• [SUPPLIED DATA]:
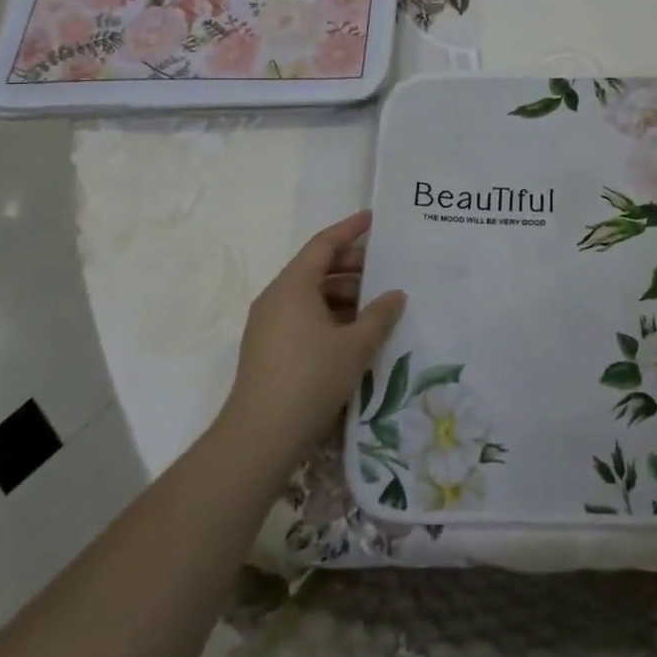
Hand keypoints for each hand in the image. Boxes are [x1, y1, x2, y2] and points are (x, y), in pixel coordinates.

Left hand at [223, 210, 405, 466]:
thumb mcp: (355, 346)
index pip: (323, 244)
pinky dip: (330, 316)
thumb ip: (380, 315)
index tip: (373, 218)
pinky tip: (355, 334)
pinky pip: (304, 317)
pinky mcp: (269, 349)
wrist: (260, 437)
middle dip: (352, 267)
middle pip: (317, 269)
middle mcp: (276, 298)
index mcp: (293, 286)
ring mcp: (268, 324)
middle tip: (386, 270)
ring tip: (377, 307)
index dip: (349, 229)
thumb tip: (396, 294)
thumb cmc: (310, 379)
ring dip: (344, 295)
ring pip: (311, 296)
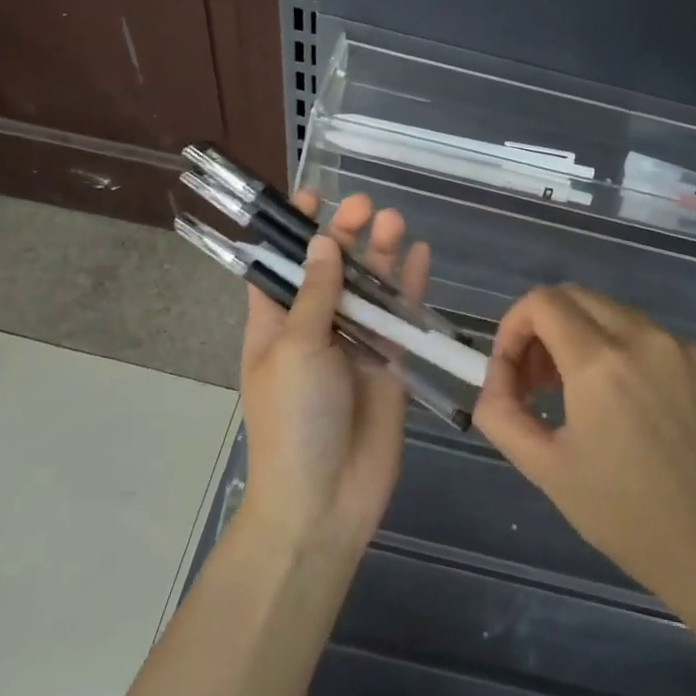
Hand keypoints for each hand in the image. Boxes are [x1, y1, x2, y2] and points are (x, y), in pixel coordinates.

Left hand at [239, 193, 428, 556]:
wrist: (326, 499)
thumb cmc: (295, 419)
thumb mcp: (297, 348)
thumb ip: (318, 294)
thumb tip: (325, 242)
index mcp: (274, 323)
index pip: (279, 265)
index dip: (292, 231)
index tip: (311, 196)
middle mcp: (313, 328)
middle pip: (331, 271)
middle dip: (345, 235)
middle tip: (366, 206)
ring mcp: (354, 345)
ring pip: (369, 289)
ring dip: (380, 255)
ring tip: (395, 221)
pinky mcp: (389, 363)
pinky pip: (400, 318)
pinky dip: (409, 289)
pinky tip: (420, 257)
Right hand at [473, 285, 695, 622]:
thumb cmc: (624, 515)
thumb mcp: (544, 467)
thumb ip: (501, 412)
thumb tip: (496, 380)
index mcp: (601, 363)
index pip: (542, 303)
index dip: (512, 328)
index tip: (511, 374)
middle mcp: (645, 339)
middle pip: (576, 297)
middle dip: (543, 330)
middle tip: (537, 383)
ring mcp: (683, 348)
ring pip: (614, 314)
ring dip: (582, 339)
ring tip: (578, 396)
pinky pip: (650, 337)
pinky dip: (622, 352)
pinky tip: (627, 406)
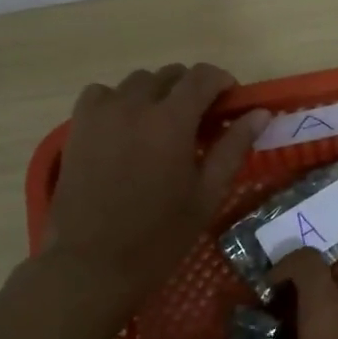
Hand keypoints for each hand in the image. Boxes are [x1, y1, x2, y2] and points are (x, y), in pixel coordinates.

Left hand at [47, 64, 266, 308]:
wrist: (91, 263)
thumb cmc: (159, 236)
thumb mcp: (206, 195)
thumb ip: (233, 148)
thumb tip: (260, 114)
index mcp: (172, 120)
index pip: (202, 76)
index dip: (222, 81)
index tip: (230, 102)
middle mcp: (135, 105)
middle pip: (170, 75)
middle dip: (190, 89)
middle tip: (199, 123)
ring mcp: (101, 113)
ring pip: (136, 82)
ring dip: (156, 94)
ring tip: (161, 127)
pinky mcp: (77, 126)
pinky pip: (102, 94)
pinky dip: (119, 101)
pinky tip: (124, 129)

• [EXERCISE]:
Omit every picture while transcribing the records above exactly.

• [SOLVED EXERCISE]:
Hand keypoints for each hand in the image. Boxes are [x1, y1, x2, y2] and points are (x, y), in pixel coordinates.

Left hand at [223, 210, 405, 466]:
thumb mcp: (355, 346)
index pip: (323, 244)
pinky dip: (330, 316)
thumb ip: (380, 315)
index tip: (373, 218)
pinky tip: (355, 334)
pinky pip: (304, 317)
pinky mcp: (269, 349)
wrist: (260, 437)
middle dip: (352, 267)
middle pip: (317, 269)
middle mcp: (276, 298)
index mcp: (293, 286)
ring mcp: (268, 324)
middle tip: (386, 270)
ring tip: (377, 307)
index dip: (349, 229)
thumb tip: (396, 294)
thumb cmc: (310, 379)
ring dip: (344, 295)
ring pip: (311, 296)
Hand keypoints for each hand in the image. Boxes are [x1, y1, x2, y2] and points are (x, y), in pixel coordinates.

Left hand at [239, 193, 428, 556]:
wrist: (326, 499)
thumb cmc: (295, 419)
thumb mcp: (297, 348)
thumb ip: (318, 294)
thumb tip: (325, 242)
index mcp: (274, 323)
index pip: (279, 265)
index dip: (292, 231)
index tip: (311, 196)
middle mcp: (313, 328)
middle pip: (331, 271)
middle dip: (345, 235)
middle tip: (366, 206)
ring mcp: (354, 345)
ring pip: (369, 289)
ring dip: (380, 255)
ring tip: (395, 221)
pinky mcp: (389, 363)
pinky pip: (400, 318)
pinky dip: (409, 289)
pinky tip: (420, 257)
Right hand at [473, 285, 695, 622]:
thumb cmc: (624, 515)
thumb mcp: (544, 467)
thumb ip: (501, 412)
thumb tip: (496, 380)
index mcp: (601, 363)
index pip: (542, 303)
index dip: (512, 328)
index tip: (511, 374)
middle mcp: (645, 339)
middle pip: (576, 297)
middle dip: (543, 330)
middle tip: (537, 383)
ring mcp: (683, 348)
ring pip: (614, 314)
ring dip: (582, 339)
ring tip: (578, 396)
pinky pip: (650, 337)
pinky dip: (622, 352)
pinky tip: (627, 406)
Hand keypoints for each hand in the image. Boxes are [x1, y1, x2, y2] and points are (x, y), in pixel coordinates.

Left hand at [47, 64, 266, 308]:
wrist: (91, 263)
thumb cmc: (159, 236)
thumb mcp: (206, 195)
thumb ip: (233, 148)
thumb tip: (260, 114)
index mcp: (172, 120)
index pip: (202, 76)
index dip: (222, 81)
index tip: (230, 102)
middle mcp: (135, 105)
middle pip: (170, 75)
middle dip: (190, 89)
middle tip: (199, 123)
ring mcp: (101, 113)
ring pip: (136, 82)
ring dip: (156, 94)
ring tip: (161, 127)
pinky mcp: (77, 126)
pinky pip: (102, 94)
pinky dip: (119, 101)
pinky tip: (124, 129)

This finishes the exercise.